Hi,
how can I get this multi processing example working in the easiest way?
I 've got 4 processes, each process lasts 2 seconds.
How can I get the for processes get finished in less than 8 seconds?
(They shall be processed parallel.)
Thanks a lot for your help...
from multiprocessing import Process
import time
def cpu_extensive():
time.sleep(2)
print('Done')
def main():
# define processes
p1 = Process(target=cpu_extensive())
p1.start()
p2 = Process(target=cpu_extensive())
p2.start()
p3 = Process(target=cpu_extensive())
p3.start()
p4 = Process(target=cpu_extensive())
p4.start()
p1.join()
p2.join()
p3.join()
p4.join()
if __name__ == '__main__':
start_measuring = time.time()
main()
end_measuring = time.time()
t = end_measuring - start_measuring
print(t)
This executes the function.
cpu_extensive()
So you are executing "cpu_extensive()", then creating the process and setting target=None.
Instead use:
p1 = Process(target=cpu_extensive)
For something like this you might want to look at Pool.

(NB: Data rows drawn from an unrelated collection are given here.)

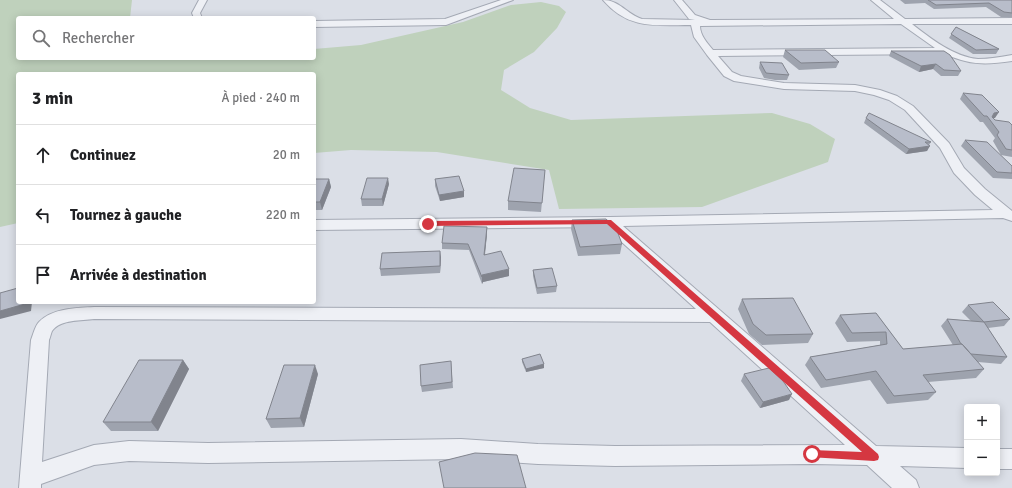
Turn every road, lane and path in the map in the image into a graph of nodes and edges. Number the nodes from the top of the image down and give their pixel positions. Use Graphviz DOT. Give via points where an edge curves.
graph roads {
  1 [pos="203,0"];
  2 [pos="508,0"];
  3 [pos="607,0"];
  4 [pos="678,0"];
  5 [pos="874,0"];
  6 [pos="197,16"];
  7 [pos="1012,20"];
  8 [pos="902,21"];
  9 [pos="696,23"];
  10 [pos="715,23"];
  11 [pos="316,24"];
  12 [pos="946,51"];
  13 [pos="710,53"];
  14 [pos="1012,58"];
  15 [pos="1009,216"];
  16 [pos="609,222"];
  17 [pos="316,225"];
  18 [pos="716,316"];
  19 [pos="874,457"];
  20 [pos="964,458"];
  21 [pos="1000,459"];
  22 [pos="1012,459"];
  23 [pos="30,483"];
  24 [pos="908,488"];
  1 -- 6 [label="street" via="196,13"];
  2 -- 11 [label="street" via="446,22"];
  3 -- 9 [label="street" via="632,19 641,22"];
  4 -- 10 [label="street" via="692,17"];
  5 -- 8 [label="street"];
  7 -- 8 [label="street"];
  8 -- 10 [label="street"];
  8 -- 12 [label="street"];
  9 -- 10 [label="street"];
  9 -- 13 [label="street" via="698,37"];
  12 -- 13 [label="street"];
  12 -- 14 [label="street" via="973,61"];
  13 -- 15 [label="street" via="728,74 738,79 784,86 854,88 893,98 909,108 945,146 959,170"];
  15 -- 16 [label="street" via="906,215"];
  16 -- 17 [label="street"];
  16 -- 18 [label="street"];
  18 -- 19 [label="street"];
  18 -- 23 [label="street" via="275,315 166,312 94,313 57,318 44,328 40,340"];
  19 -- 20 [label="street"];
  19 -- 23 [label="street" via="812,454 607,456 461,449 208,453 129,451 94,455 57,467"];
  19 -- 24 [label="street"];
  21 -- 22 [label="street"];
}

from multiprocessing import Pool
import time
def cpu_extensive(i):
time.sleep(2)
print(i, 'Done')
if __name__ == "__main__":
starttime = time.time()
pool = Pool()
pool.map(cpu_extensive, range(4))
pool.close()
endtime = time.time()
print(f"Time taken {endtime-starttime} seconds")
Hi deanhystad,
thanks a lot for your great answer!!
Example 1:
from multiprocessing import Process
import time
def cpu_extensive():
time.sleep(2)
print('Done')
def main():
# define processes
for i in range(5):
# process_name = p1, p2, p3...
process_name = "{}{}".format("p", i)
process_name = Process(target=cpu_extensive)
process_name.start()
for i in range(5):
process_name.join()
if __name__ == '__main__':
start_measuring = time.time()
main()
end_measuring = time.time()
t = end_measuring - start_measuring
print(t)
Example 2:
from multiprocessing import Pool
import time
def cpu_extensive(i):
time.sleep(2)
print(i, 'Done')
if __name__ == "__main__":
starttime = time.time()
pool = Pool()
pool.map(cpu_extensive, range(4))
pool.close()
endtime = time.time()
print(f"Time taken {endtime - starttime} seconds")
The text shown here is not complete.